Additional fields categorized the types of personal information leaked.
Another set of fields classified the content by industry and content type.
Data breach events and target Info
The two largest indices on the server were titled data_breach_target_info (241GB, 1 billion records) and data_breach_target_info_recent (21GB, 122 million records). These indices contained records for individuals involved in data breach incidents. Fields in the records included:
- Target Breach - The name of the breach event in which the account was compromised, an example was the “ShareThis” breach of 2019.
- File Name - The filename of the leaked dataset, for example ShareThis_BF.7z.
- Original Date of Event: The date of the data breach.
- Email Address - The email address of the compromised account.
- Source - Where the information was obtained. In addition to records collected from the dark web, many of the records appeared to be aggregated from Have I Been Pwned, a well-known resource for checking compromised email addresses

Another index titled data_breach_events contained almost a million and a half records (2.6GB) about reported data breach events, with fields indicating where the data came from (eg. TOR, the clear web, Telegram) and details about the post and data broker, linking to the other relevant data in other indices on the server.
Goods
The goods index (600MB, 1 million records) tracked active listings for data on the dark web. This allowed monitoring of what was actually being bought and sold in TOR marketplaces. Each record contains information about the marketplace in which the transaction took place, for example, FreeCitY Market, a known Chinese-language dark web marketplace and Teahorse (茶马古道), another prominent Chinese dark web market, often used for trading data and services.
The records then describe the transaction by categorizing the data into website passwords, regional data leaks and “grey services” (such as the sale of social media accounts that appear realistic enough to bypass fraud protection measures.) The price of the data being sold, along with any relevant cryptocurrency addresses are also present, as well as the seller’s contact information.

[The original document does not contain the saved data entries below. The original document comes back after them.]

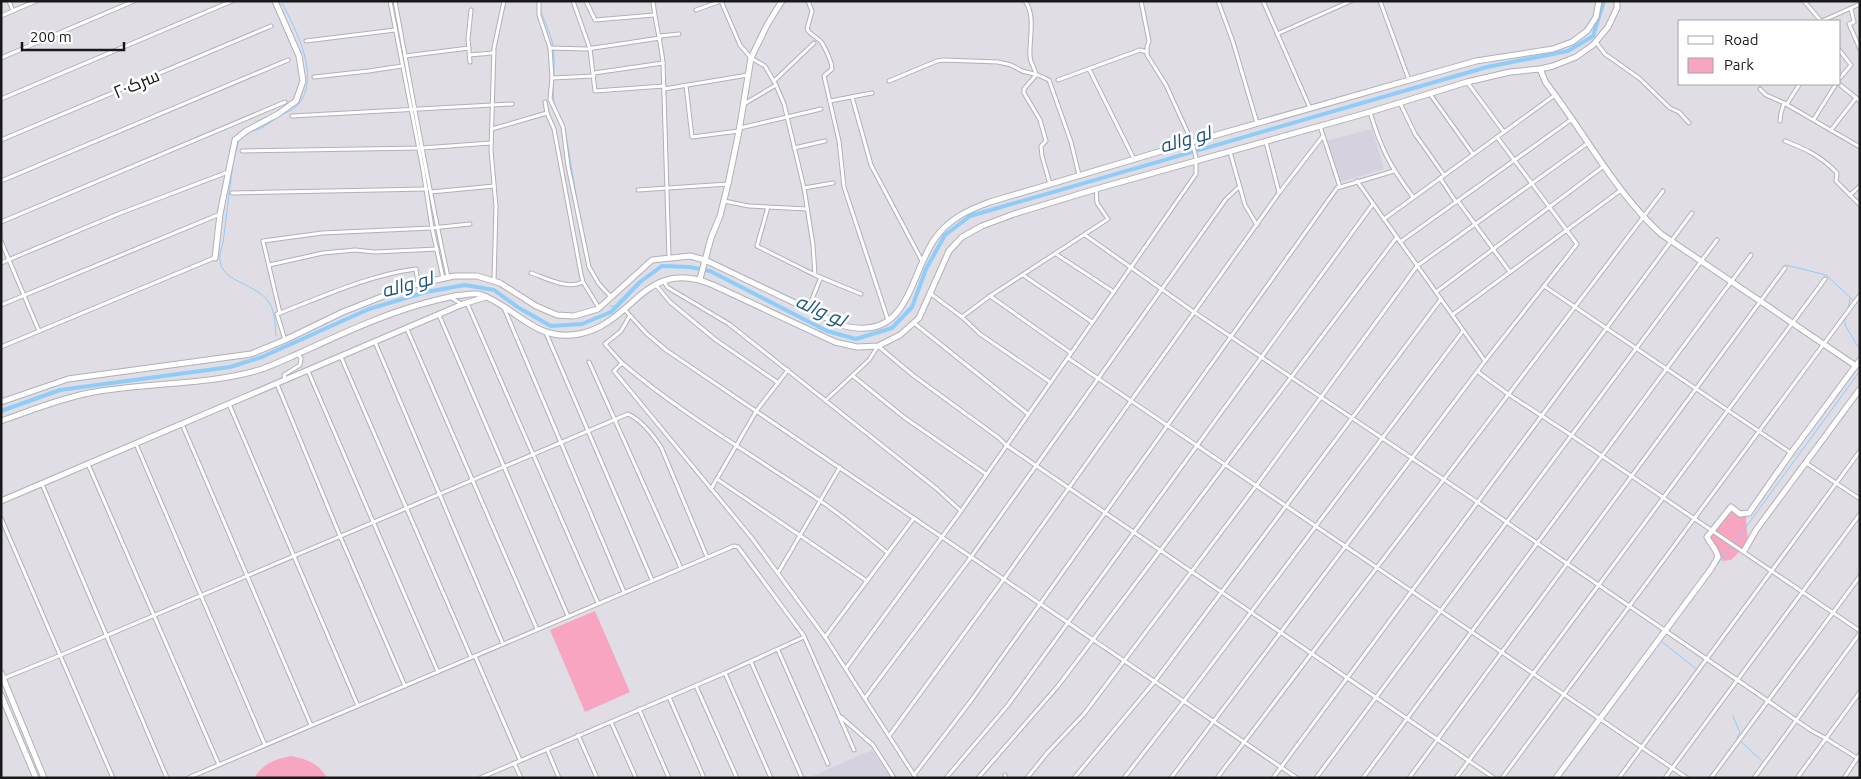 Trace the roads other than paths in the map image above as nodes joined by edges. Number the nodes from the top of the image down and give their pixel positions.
1 (9, 1) edge
2 (36, 1) edge
3 (134, 1) edge
4 (232, 1) edge
5 (275, 1) edge
6 (390, 1) edge
7 (394, 1) edge
8 (504, 1) edge
9 (539, 1) edge
10 (573, 1) edge
11 (586, 1) edge
12 (653, 1) edge
13 (782, 1) edge
14 (808, 1) edge
15 (1024, 1) edge
16 (1141, 1) edge
17 (1218, 1) edge
18 (1263, 1) edge
19 (1351, 1) edge
20 (1380, 1) edge
21 (1600, 1) edge
22 (1617, 1) edge
23 (1804, 1) edge
24 (225, 3) edge
25 (1860, 5) edge
26 (1851, 9) junction
27 (471, 10) dead end
28 (696, 10) dead end
29 (13, 11) junction
30 (654, 15) junction
31 (1, 16) edge
32 (1820, 20) edge
33 (1824, 20) edge
34 (271, 26) dead end
35 (395, 30) junction
36 (679, 34) dead end
37 (1277, 34) junction
38 (660, 37) junction
39 (306, 41) dead end
40 (1596, 42) junction
41 (814, 43) dead end
42 (468, 48) junction
43 (550, 48) junction
44 (590, 49) junction
45 (1860, 49) edge
46 (1841, 51) edge
47 (1147, 52) junction
48 (494, 53) junction
49 (469, 54) junction
50 (1843, 54) junction
51 (405, 56) junction
52 (1841, 57) edge
53 (1, 58) edge
54 (751, 58) junction
55 (288, 60) dead end
56 (470, 62) dead end
57 (663, 63) junction
58 (402, 66) junction
59 (1089, 69) junction
60 (1540, 70) junction
61 (594, 74) junction
62 (1036, 74) junction
63 (748, 75) junction
64 (314, 77) dead end
65 (1841, 77) edge
66 (552, 78) junction
67 (1058, 80) dead end
68 (1409, 80) junction
69 (774, 81) junction
70 (889, 81) dead end
71 (1467, 82) junction
72 (1799, 85) dead end
73 (1836, 85) edge
74 (1838, 85) edge
75 (686, 86) junction
76 (776, 86) junction
77 (664, 87) junction
78 (1760, 89) dead end
79 (872, 93) dead end
80 (1430, 94) junction
81 (1555, 94) junction
82 (852, 97) junction
83 (1, 99) edge
84 (1858, 100) edge
85 (830, 101) junction
86 (285, 102) dead end
87 (545, 102) dead end
88 (1400, 103) junction
89 (1786, 103) junction
90 (493, 104) junction
91 (512, 104) dead end
92 (743, 105) junction
93 (413, 109) junction
94 (821, 109) dead end
95 (1310, 109) junction
96 (1370, 112) junction
97 (547, 113) junction
98 (292, 116) dead end
99 (787, 117) junction
100 (1572, 119) junction
101 (1814, 119) junction
102 (1780, 121) dead end
103 (1257, 123) junction
104 (1689, 123) dead end
105 (1320, 126) junction
106 (492, 129) junction
107 (740, 129) junction
108 (1831, 130) junction
109 (1504, 132) junction
110 (1322, 136) junction
111 (1497, 136) junction
112 (1, 140) edge
113 (825, 141) dead end
114 (1785, 141) dead end
115 (1266, 142) junction
116 (491, 143) junction
117 (1589, 143) junction
118 (1193, 144) junction
119 (420, 148) junction
120 (794, 148) junction
121 (1860, 148) edge
122 (242, 151) dead end
123 (1230, 151) junction
124 (1473, 154) junction
125 (1134, 159) junction
126 (1197, 159) junction
127 (1515, 160) junction
128 (1604, 166) junction
129 (1394, 171) junction
130 (228, 172) junction
131 (1079, 176) junction
132 (1442, 177) junction
133 (1, 181) edge
134 (1357, 181) junction
135 (833, 183) dead end
136 (728, 184) junction
137 (1050, 184) junction
138 (1532, 184) junction
139 (494, 186) junction
140 (1860, 186) edge
141 (1239, 187) junction
142 (1340, 187) junction
143 (667, 188) junction
144 (804, 188) junction
145 (1096, 189) junction
146 (429, 190) junction
147 (638, 190) dead end
148 (1621, 190) junction
149 (1663, 191) dead end
150 (232, 193) dead end
151 (1279, 193) junction
152 (1850, 195) junction
153 (1413, 197) junction
154 (724, 201) junction
155 (1457, 202) junction
156 (1374, 204) junction
157 (1860, 205) edge
158 (768, 207) junction
159 (1549, 207) junction
160 (807, 209) junction
161 (1692, 213) dead end
162 (220, 214) junction
163 (1642, 216) junction
164 (1384, 219) junction
165 (1, 222) edge
166 (470, 224) dead end
167 (1257, 224) junction
168 (1475, 225) junction
169 (434, 228) junction
170 (1566, 230) junction
171 (1085, 235) junction
172 (1397, 237) junction
173 (1670, 240) junction
174 (1717, 240) dead end
175 (1, 241) edge
176 (1400, 242) junction
177 (437, 249) junction
178 (1493, 250) junction
179 (1056, 254) junction
180 (1750, 255) dead end
181 (215, 258) joint
182 (669, 258) junction
183 (9, 260) junction
184 (1702, 260) junction
185 (705, 262) junction
186 (922, 262) junction
187 (1, 264) edge
188 (269, 265) junction
189 (1418, 266) junction
190 (1785, 268) dead end
191 (1131, 269) junction
192 (1510, 272) junction
193 (531, 273) dead end
194 (1023, 274) junction
195 (815, 275) junction
196 (446, 277) junction
197 (700, 278) junction
198 (821, 278) junction
199 (1825, 279) dead end
200 (494, 281) junction
201 (664, 281) junction
202 (1732, 281) junction
203 (584, 282) junction
204 (418, 284) junction
205 (655, 284) junction
206 (1544, 286) junction
207 (1161, 289) junction
208 (1114, 292) junction
209 (1436, 292) junction
210 (861, 294) dead end
211 (931, 294) junction
212 (24, 295) junction
213 (1860, 295) edge
214 (990, 296) junction
215 (450, 297) junction
216 (486, 297) junction
217 (612, 298) junction
218 (1441, 299) junction
219 (1761, 300) junction
220 (1, 305) edge
221 (466, 305) junction
222 (1575, 307) junction
223 (504, 308) junction
224 (599, 308) junction
225 (808, 309) junction
226 (624, 310) junction
227 (1194, 312) junction
228 (280, 313) junction
229 (439, 315) junction
230 (1452, 315) junction
231 (629, 316) junction
232 (962, 317) junction
233 (888, 320) junction
234 (1092, 322) junction
235 (1793, 322) junction
236 (914, 323) junction
237 (1606, 327) junction
238 (407, 328) junction
239 (39, 330) junction
240 (1463, 331) junction
241 (546, 333) junction
242 (1232, 336) junction
243 (285, 340) junction
244 (375, 342) junction
245 (1824, 343) junction
246 (878, 346) junction
247 (1, 347) edge
248 (1636, 348) junction
249 (298, 353) junction
250 (1071, 353) junction
251 (341, 357) junction
252 (1262, 357) junction
253 (1068, 358) junction
254 (1860, 360) edge
255 (589, 362) dead end
256 (1484, 362) junction
257 (622, 363) junction
258 (1856, 366) junction
259 (1667, 368) junction
260 (308, 370) junction
261 (788, 370) junction
262 (1478, 372) junction
263 (853, 376) junction
264 (1292, 377) junction
265 (1098, 378) junction
266 (285, 381) junction
267 (777, 382) junction
268 (1050, 382) junction
269 (277, 384) junction
270 (1696, 388) junction
271 (1860, 389) edge
272 (1508, 394) junction
273 (1321, 398) junction
274 (826, 400) junction
275 (1131, 400) junction
276 (1, 402) edge
277 (229, 404) junction
278 (757, 410) junction
279 (1728, 410) junction
280 (1028, 414) junction
281 (1541, 415) junction
282 (1352, 417) junction
283 (615, 419) junction
284 (1, 421) edge
285 (182, 424) junction
286 (1168, 425) junction
287 (588, 431) junction
288 (1759, 431) junction
289 (1571, 435) junction
290 (1382, 438) junction
291 (561, 442) junction
292 (136, 444) junction
293 (736, 446) junction
294 (1006, 446) junction
295 (1198, 446) junction
296 (1860, 452) edge
297 (1791, 453) junction
298 (532, 454) junction
299 (1602, 456) junction
300 (1413, 458) junction
301 (1806, 463) junction
302 (88, 464) junction
303 (1226, 465) junction
304 (504, 466) junction
305 (1036, 466) junction
306 (840, 467) junction
307 (986, 474) junction
308 (1631, 476) junction
309 (717, 479) junction
310 (1444, 479) junction
311 (472, 480) junction
312 (1836, 483) junction
313 (42, 484) junction
314 (1256, 486) junction
315 (711, 489) junction
316 (1068, 489) junction
317 (439, 494) junction
318 (1664, 498) junction
319 (1860, 499) edge
320 (1, 501) edge
321 (821, 501) junction
322 (1477, 502) junction
323 (1286, 506) junction
324 (406, 508) junction
325 (961, 511) junction
326 (1105, 514) junction
327 (1860, 514) edge
328 (1, 518) edge
329 (914, 518) junction
330 (1694, 518) junction
331 (373, 522) junction
332 (1506, 522) junction
333 (1316, 526) junction
334 (1712, 530) junction
335 (1134, 534) junction
336 (340, 536) junction
337 (801, 536) junction
338 (942, 537) junction
339 (1537, 543) junction
340 (1347, 546) junction
341 (1744, 551) junction
342 (888, 552) junction
343 (1160, 552) junction
344 (294, 556) junction
345 (707, 557) junction
346 (971, 557) junction
347 (1567, 563) junction
348 (1377, 566) junction
349 (681, 568) junction
350 (1772, 571) junction
351 (1191, 572) junction
352 (778, 573) junction
353 (247, 576) junction
354 (1860, 576) edge
355 (1004, 578) junction
356 (652, 580) junction
357 (867, 581) junction
358 (1599, 585) junction
359 (1412, 590) junction
360 (624, 592) junction
361 (1802, 592) junction
362 (1221, 593) junction
363 (201, 596) junction
364 (598, 603) junction
365 (1041, 604) junction
366 (1629, 606) junction
367 (1441, 610) junction
368 (1833, 612) junction
369 (1250, 613) junction
370 (154, 616) junction
371 (568, 616) junction
372 (1069, 622) junction
373 (537, 629) junction
374 (1665, 630) junction
375 (1472, 631) junction
376 (1860, 632) edge
377 (1281, 633) junction
378 (106, 636) junction
379 (804, 637) junction
380 (826, 637) junction
381 (1094, 639) junction
382 (503, 644) junction
383 (778, 650) junction
384 (1502, 651) junction
385 (1311, 654) junction
386 (61, 655) junction
387 (473, 657) junction
388 (1707, 659) junction
389 (751, 661) junction
390 (1124, 661) junction
391 (846, 668) junction
392 (438, 672) junction
393 (725, 673) junction
394 (1534, 673) junction
395 (2, 677) edge
396 (1348, 679) junction
397 (1738, 680) junction
398 (1155, 681) junction
399 (405, 686) junction
400 (696, 686) junction
401 (1860, 692) edge
402 (1, 694) edge
403 (1564, 694) junction
404 (669, 697) junction
405 (866, 698) junction
406 (1376, 698) junction
407 (1768, 700) junction
408 (1184, 701) junction
409 (358, 706) junction
410 (639, 709) junction
411 (839, 716) junction
412 (1600, 718) junction
413 (1407, 719) junction
414 (1796, 720) junction
415 (1213, 721) junction
416 (611, 722) junction
417 (311, 725) junction
418 (578, 735) junction
419 (890, 736) junction
420 (1826, 738) junction
421 (1437, 739) junction
422 (1244, 742) junction
423 (265, 745) junction
424 (1642, 746) junction
425 (547, 749) junction
426 (854, 750) dead end
427 (1858, 758) edge
428 (520, 760) junction
429 (1469, 760) junction
430 (514, 763) junction
431 (1860, 763) edge
432 (828, 764) dead end
433 (219, 765) junction
434 (1281, 767) junction
435 (1673, 768) junction
436 (915, 776) edge
437 (482, 777) edge
438 (36, 778) edge
439 (44, 778) edge
440 (113, 778) edge
441 (167, 778) edge
442 (188, 778) edge
443 (520, 778) edge
444 (559, 778) edge
445 (596, 778) edge
446 (636, 778) edge
447 (669, 778) edge
448 (704, 778) edge
449 (737, 778) edge
450 (771, 778) edge
451 (802, 778) edge
452 (894, 778) edge
453 (946, 778) edge
454 (978, 778) edge
455 (1026, 778) edge
456 (1074, 778) edge
457 (1124, 778) edge
458 (1172, 778) edge
459 (1217, 778) edge
460 (1273, 778) edge
461 (1297, 778) edge
462 (1316, 778) edge
463 (1363, 778) edge
464 (1409, 778) edge
465 (1456, 778) edge
466 (1494, 778) edge
467 (1502, 778) edge
468 (1556, 778) edge
469 (1619, 778) edge
470 (1665, 778) edge
471 (1687, 778) edge
472 (1711, 778) edge
473 (1754, 778) edge
474 (1797, 778) edge
475 (1844, 778) edge

1 - 29 street
2 - 29 street
3 - 53 street
4 - 24 street
5 - 130 street
6 - 35 street
7 - 51 street
8 - 48 street
9 - 43 street
10 - 44 street
11 - 30 street
12 - 30 street
13 - 54 street
14 - 85 street
15 - 62 street
16 - 47 street
17 - 103 street
18 - 37 street
19 - 37 street
20 - 68 street
21 - 68 street
22 - 40 street
23 - 32 street
24 - 83 street
25 - 26 street
26 - 33 street
26 - 45 street
27 - 42 street
28 - 54 street
29 - 31 street
30 - 38 street
34 - 112 street, سرک۲۰
35 - 39 street
35 - 58 street
36 - 38 street
37 - 95 street
38 - 44 street
38 - 57 street
40 - 60 street
40 - 104 street
41 - 69 street
42 - 49 street
42 - 51 street
43 - 44 street
43 - 66 street
44 - 61 street
46 - 50 street
47 - 59 street
47 - 118 street
48 - 49 street
48 - 90 street
49 - 56 street
50 - 52 street
50 - 65 street
51 - 93 street
54 - 63 street
54 - 69 street
55 - 133 street
57 - 61 street
57 - 77 street
58 - 64 street
58 - 93 street
59 - 67 street
59 - 125 street
60 - 71 street
60 - 81 street
61 - 66 street
61 - 77 street
62 - 70 street
62 - 131 street
62 - 137 street
63 - 75 street
63 - 92 street
66 - 217 street
68 - 95 street
69 - 76 street
71 - 80 street
71 - 109 street
72 - 89 street
73 - 101 street
74 - 84 street
75 - 77 street
75 - 107 street
76 - 92 street
76 - 99 street
77 - 143 street
78 - 89 street
79 - 82 street
80 - 88 street
80 - 124 street
81 - 100 street
81 - 109 street
82 - 85 street
82 - 186 street
84 - 108 street
85 - 233 street
86 - 165 street
87 - 97 street
88 - 96 street
88 - 132 street
89 - 101 street
89 - 102 street
90 - 91 street
90 - 93 street
90 - 106 street
92 - 107 street
93 - 98 street
93 - 119 street
94 - 99 street
95 - 103 street
96 - 105 street
96 - 129 street
97 - 106 street
97 - 203 street
99 - 107 street
99 - 120 street
100 - 117 street
100 - 127 street
101 - 108 street
103 - 118 street
105 - 110 street
105 - 115 street
106 - 116 street
107 - 136 street
108 - 121 street
109 - 111 street
110 - 142 street
110 - 151 street
111 - 124 street
111 - 127 street
113 - 120 street
114 - 152 street
115 - 123 street
115 - 151 street
116 - 119 street
116 - 139 street
117 - 128 street
117 - 138 street
118 - 125 street
118 - 126 street
119 - 122 street
119 - 146 street
120 - 144 street
123 - 126 street
123 - 141 street
124 - 132 street
125 - 131 street
126 - 145 street
126 - 191 street
127 - 138 street
127 - 155 street
128 - 148 street
128 - 159 street
129 - 134 street
129 - 153 street
130 - 162 street
130 - 183 street
131 - 137 street
132 - 153 street
132 - 155 street
134 - 142 street
134 - 156 street
135 - 144 street
136 - 143 street
136 - 154 street
137 - 186 street
138 - 159 street
138 - 168 street
139 - 146 street
139 - 200 street
140 - 152 street
141 - 167 street
141 - 207 street
142 - 242 street
143 - 147 street
143 - 182 street
144 - 160 street
145 - 171 street
145 - 211 street
146 - 150 street
146 - 169 street
148 - 163 street
148 - 170 street
149 - 163 street
151 - 167 street
152 - 157 street
153 - 164 street
154 - 158 street
154 - 185 street
155 - 168 street
155 - 176 street
156 - 164 street
156 - 252 street
158 - 160 street
158 - 195 street
159 - 170 street
159 - 178 street
160 - 195 street
161 - 173 street
162 - 181 street
162 - 212 street
163 - 173 street
163 - 222 street
164 - 172 street
166 - 169 street
167 - 227 street
168 - 178 street
168 - 189 street
169 - 177 street
169 - 188 street
169 - 196 street
170 - 192 street
170 - 206 street
171 - 179 street
171 - 191 street
172 - 176 street
172 - 264 street
173 - 184 street
173 - 237 street
174 - 184 street
175 - 183 street
176 - 189 street
177 - 188 street
177 - 196 street
178 - 192 street
178 - 209 street
179 - 194 street
179 - 208 street
180 - 202 street
181 - 239 street
182 - 185 street
182 - 217 street
183 - 187 street
183 - 212 street
184 - 202 street
184 - 248 street
185 - 197 street
185 - 225 street
186 - 233 street
188 - 228 street
189 - 209 street
189 - 273 street
190 - 219 street
191 - 207 street
191 - 208 street
192 - 230 street
193 - 203 street
194 - 214 street
194 - 234 street
195 - 198 street
196 - 200 street
196 - 204 street
197 - 201 street
197 - 246 street
198 - 210 street
198 - 225 street
199 - 235 street
200 - 224 street
201 - 205 street
201 - 261 street
202 - 219 street
202 - 259 street
203 - 224 street
204 - 228 street
204 - 243 street
205 - 226 street
205 - 267 street
206 - 222 street
206 - 256 street
207 - 227 street
207 - 265 street
208 - 234 street
209 - 218 street
211 - 232 street
211 - 236 street
212 - 220 street
212 - 239 street
213 - 245 street
214 - 232 street
214 - 250 street
215 - 216 street
215 - 221 street
215 - 249 street
216 - 221 street
216 - 223 street
217 - 224 street
218 - 230 street
218 - 282 street
219 - 235 street
219 - 270 street
221 - 229 street
221 - 298 street
222 - 237 street
222 - 272 street
223 - 241 street
223 - 291 street
225 - 233 street
226 - 231 street
226 - 241 street
227 - 242 street
227 - 275 street
228 - 243 street
229 - 238 street
229 - 304 street
230 - 240 street
231 - 257 street
231 - 278 street
232 - 268 street
234 - 250 street
235 - 245 street
235 - 279 street
236 - 246 street
236 - 280 street
237 - 248 street
237 - 281 street
238 - 244 street
238 - 311 street
239 - 247 street
240 - 256 street
240 - 290 street
241 - 287 street
242 - 252 street
242 - 286 street
243 - 276 street
244 - 251 street
244 - 317 street
245 - 258 street
245 - 288 street
246 - 263 street
246 - 294 street
248 - 259 street
248 - 289 street
249 - 266 street
249 - 284 street
250 - 253 street
251 - 260 street
251 - 324 street
252 - 264 street
252 - 295 street
253 - 265 street
253 - 268 street
254 - 258 street
255 - 283 street
256 - 262 street
257 - 293 street
257 - 315 street
258 - 297 street
259 - 270 street
259 - 299 street
260 - 266 street
260 - 331 street
261 - 267 street
261 - 274 street
262 - 272 street
262 - 300 street
263 - 274 street
263 - 307 street
264 - 273 street
264 - 303 street
265 - 275 street
265 - 305 street
266 - 269 street
267 - 278 street
268 - 280 street
269 - 277 street
269 - 336 street
270 - 279 street
270 - 308 street
271 - 301 street
272 - 281 street
272 - 310 street
273 - 282 street
273 - 314 street
274 - 325 street
275 - 286 street
275 - 316 street
277 - 285 street
277 - 344 street
278 - 293 street
278 - 306 street
279 - 288 street
279 - 318 street
280 - 294 street
281 - 289 street
281 - 322 street
282 - 290 street
282 - 323 street
283 - 287 street
283 - 345 street
283 - 349 street
285 - 292 street
285 - 353 street
286 - 295 street
286 - 326 street
287 - 291 street
287 - 356 street
288 - 297 street
288 - 330 street
289 - 299 street
289 - 332 street
290 - 300 street
290 - 333 street
291 - 298 street
291 - 360 street
292 - 302 street
292 - 363 street
293 - 309 street
293 - 321 street
294 - 305 street
294 - 307 street
295 - 303 street
295 - 335 street
296 - 312 street
297 - 334 street
298 - 304 street
298 - 364 street
299 - 308 street
299 - 339 street
300 - 310 street
300 - 340 street
301 - 312 street
301 - 341 street
302 - 313 street
302 - 370 street
303 - 314 street
303 - 343 street
304 - 311 street
304 - 371 street
305 - 316 street
305 - 346 street
306 - 321 street
306 - 329 street
307 - 325 street
308 - 318 street
308 - 347 street
309 - 315 street
309 - 337 street
310 - 322 street
310 - 348 street
311 - 317 street
311 - 373 street
312 - 319 street
312 - 350 street
313 - 320 street
313 - 378 street
314 - 323 street
314 - 351 street
315 - 352 street
316 - 326 street
316 - 355 street
317 - 324 street
317 - 382 street
318 - 330 street
318 - 358 street
321 - 337 street
321 - 342 street
322 - 332 street
322 - 359 street
323 - 333 street
323 - 362 street
324 - 331 street
324 - 387 street
325 - 338 street
326 - 335 street
326 - 365 street
327 - 361 street
328 - 386 street
329 - 338 street
329 - 342 street
330 - 334 street
330 - 366 street
331 - 336 street
331 - 392 street
332 - 339 street
332 - 367 street
333 - 340 street
333 - 369 street
334 - 341 street
334 - 374 street
335 - 343 street
335 - 372 street
336 - 344 street
336 - 399 street
337 - 352 street
337 - 357 street
338 - 346 street
338 - 391 street
339 - 347 street
339 - 375 street
340 - 348 street
340 - 377 street
341 - 350 street
342 - 357 street
343 - 351 street
343 - 381 street
344 - 353 street
344 - 409 street
345 - 349 street
345 - 379 street
346 - 355 street
346 - 405 street
347 - 358 street
347 - 384 street
348 - 359 street
348 - 385 street
349 - 356 street
350 - 361 street
350 - 388 street
351 - 362 street
351 - 390 street
352 - 380 street
353 - 363 street
353 - 417 street
354 - 368 street
355 - 365 street
355 - 419 street
356 - 360 street
357 - 380 street
358 - 366 street
358 - 394 street
359 - 367 street
359 - 396 street
360 - 364 street
361 - 368 street
361 - 397 street
362 - 369 street
362 - 398 street
363 - 370 street
363 - 423 street
364 - 371 street
365 - 372 street
365 - 436 street
366 - 374 street
366 - 403 street
367 - 375 street
367 - 406 street
368 - 376 street
368 - 407 street
369 - 377 street
369 - 408 street
370 - 378 street
370 - 433 street
371 - 373 street
372 - 381 street
372 - 453 street
373 - 382 street
374 - 388 street
374 - 412 street
375 - 384 street
375 - 413 street
376 - 414 street
377 - 385 street
377 - 415 street
378 - 386 street
378 - 441 street
379 - 383 street
379 - 411 street
380 - 391 street
381 - 390 street
381 - 454 street
382 - 387 street
383 - 389 street
383 - 432 street
384 - 394 street
384 - 421 street
385 - 396 street
385 - 422 street
386 - 395 street
386 - 440 street
387 - 392 street
387 - 428 street
388 - 397 street
388 - 424 street
389 - 393 street
389 - 451 street
390 - 398 street
390 - 455 street
391 - 405 street
392 - 399 street
393 - 400 street
393 - 450 street
394 - 403 street
394 - 429 street
395 - 439 street
396 - 406 street
396 - 434 street
397 - 407 street
397 - 435 street
398 - 408 street
398 - 456 street
399 - 409 street
400 - 404 street
400 - 449 street
401 - 420 street
402 - 438 street
403 - 412 street
403 - 467 street
404 - 410 street
404 - 448 street
405 - 419 street
406 - 413 street
406 - 462 street
407 - 414 street
407 - 472 street
408 - 415 street
408 - 457 street
409 - 417 street
410 - 416 street
410 - 447 street
411 - 426 street
411 - 452 street
412 - 424 street
412 - 468 street
413 - 421 street
413 - 463 street
414 - 420 street
414 - 473 street
415 - 422 street
415 - 458 street
416 - 418 street
416 - 446 street
417 - 423 street
418 - 425 street
418 - 445 street
419 - 436 street
420 - 427 street
420 - 474 street
421 - 429 street
421 - 464 street
422 - 434 street
422 - 459 street
423 - 433 street
424 - 435 street
424 - 469 street
425 - 428 street
425 - 444 street
427 - 431 street
427 - 475 street
428 - 430 street
429 - 465 street
429 - 466 street
430 - 437 street
430 - 443 street
433 - 442 street
434 - 460 street
434 - 461 street
435 - 470 street
435 - 471 street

A separate index, goods_useful (only 975 records) separates a few significant records from this database according to criteria that flags them as especially relevant. They contain the same data fields, but appear to be actionable by the owners of this intel dataset.
Files
Finally, an index titled files (12GB, 12 million records) serves a crucial purpose: it links binary data (the actual files) to the contextual metadata (who posted it, where, and when). The majority of the records appear to have originated in Telegram groups. When a new file is posted, this system attempts to download it and records its presence. The type of file, such as movie, audio or image is listed in the record, as well as its file size and a brief description. It also contains several metadata fields to determine whether the referenced file was successfully downloaded during the scrape.
Conclusion
Offensive cyberwarfare entails utilizing the latest exploits and well-funded sophistication. Defense measures are largely reactive and can only be as effective as the understanding of what kind of offense must be protected against. These defense measures involve collecting a large amount of data, from which insights can be gleaned through machine analysis. These threat intelligence data collections themselves, like all domestic surveillance data sets, can fall into “the wrong hands.” Weaponized information, like weaponized machinery, can be pointed at anyone, depending who is behind the turret.
In this case, the same class of threats that defenders around the world must contend with are also dangers to China’s state interests and citizens. Leaks of personal data through Telegram and TOR sites do not discriminate based on national origin. Even as China and other nations jostle for position with elbows out, they all share an interest in protecting their citizens, including the right to privacy directly threatened by cyber criminals. When it comes to defending against the threats of the dark web, all parties seem to share a common technical solution.